▸ **Skeletal landmark data**:
※ ※ ※

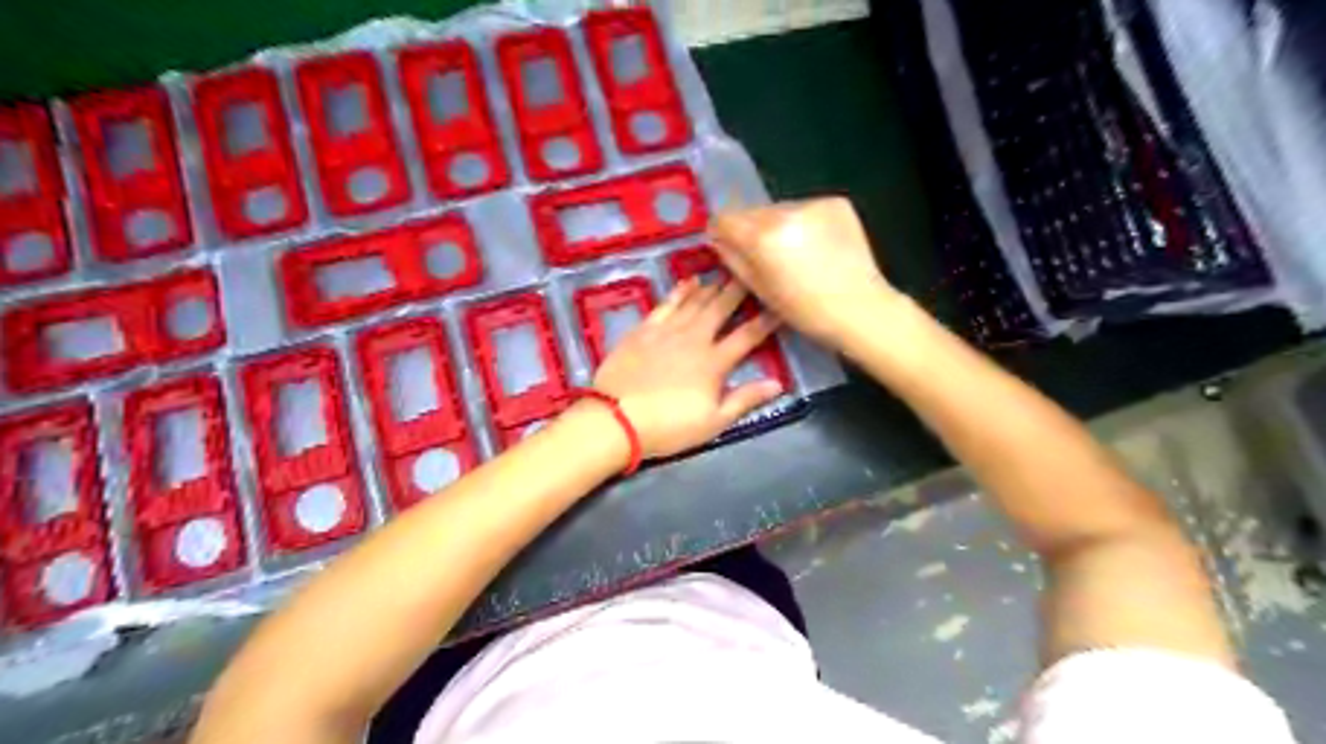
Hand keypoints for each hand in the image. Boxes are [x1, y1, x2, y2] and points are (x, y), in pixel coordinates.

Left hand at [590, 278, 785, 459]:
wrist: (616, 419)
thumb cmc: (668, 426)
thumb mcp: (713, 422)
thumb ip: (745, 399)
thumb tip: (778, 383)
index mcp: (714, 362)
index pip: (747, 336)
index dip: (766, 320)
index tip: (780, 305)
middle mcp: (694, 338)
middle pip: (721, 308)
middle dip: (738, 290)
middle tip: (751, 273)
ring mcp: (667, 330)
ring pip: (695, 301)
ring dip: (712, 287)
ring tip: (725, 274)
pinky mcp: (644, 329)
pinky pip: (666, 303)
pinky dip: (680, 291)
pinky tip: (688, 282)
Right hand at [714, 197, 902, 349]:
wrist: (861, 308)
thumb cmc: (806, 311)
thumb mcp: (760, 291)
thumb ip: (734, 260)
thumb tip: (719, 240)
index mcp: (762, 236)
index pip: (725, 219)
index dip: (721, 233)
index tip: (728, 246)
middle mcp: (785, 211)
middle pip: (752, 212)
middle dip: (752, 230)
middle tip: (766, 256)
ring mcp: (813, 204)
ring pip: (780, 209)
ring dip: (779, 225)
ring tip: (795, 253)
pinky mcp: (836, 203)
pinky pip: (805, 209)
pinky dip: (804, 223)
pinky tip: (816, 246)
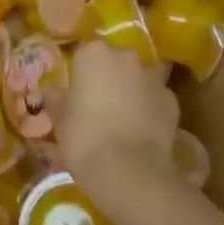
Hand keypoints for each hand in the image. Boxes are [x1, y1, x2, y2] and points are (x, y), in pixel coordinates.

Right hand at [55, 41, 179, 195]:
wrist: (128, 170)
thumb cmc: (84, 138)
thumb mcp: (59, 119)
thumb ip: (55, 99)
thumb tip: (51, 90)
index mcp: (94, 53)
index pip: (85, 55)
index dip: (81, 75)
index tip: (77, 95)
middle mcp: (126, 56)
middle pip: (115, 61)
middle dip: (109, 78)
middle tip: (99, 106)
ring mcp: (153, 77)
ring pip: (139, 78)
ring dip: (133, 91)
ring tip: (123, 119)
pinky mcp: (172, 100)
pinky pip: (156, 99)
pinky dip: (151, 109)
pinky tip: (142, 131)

※ ※ ※

▸ **What is expected**: Please write out exactly, and only, the lines from the beginning of the entries through the line containing "pinky mcp: (644, 329)", including both and skipping all pictures.

▸ **Result of the task**:
Hand keypoints for each hand in the image. Boxes are [x1, y1, x2, y2] and points are (x, y), in pixel coordinates.

Left hand at [590, 278, 785, 459]:
wrist: (616, 419)
thumb cmc: (668, 426)
thumb mcp: (713, 422)
thumb ip: (745, 399)
thumb tip: (778, 383)
index mcp: (714, 362)
index pip: (747, 336)
index dip: (766, 320)
index tip: (780, 305)
middle mcp: (694, 338)
middle pip: (721, 308)
middle dip: (738, 290)
middle tip: (751, 273)
ring mcp: (667, 330)
ring pip: (695, 301)
ring dip: (712, 287)
ring tip: (725, 274)
pinky mcp: (644, 329)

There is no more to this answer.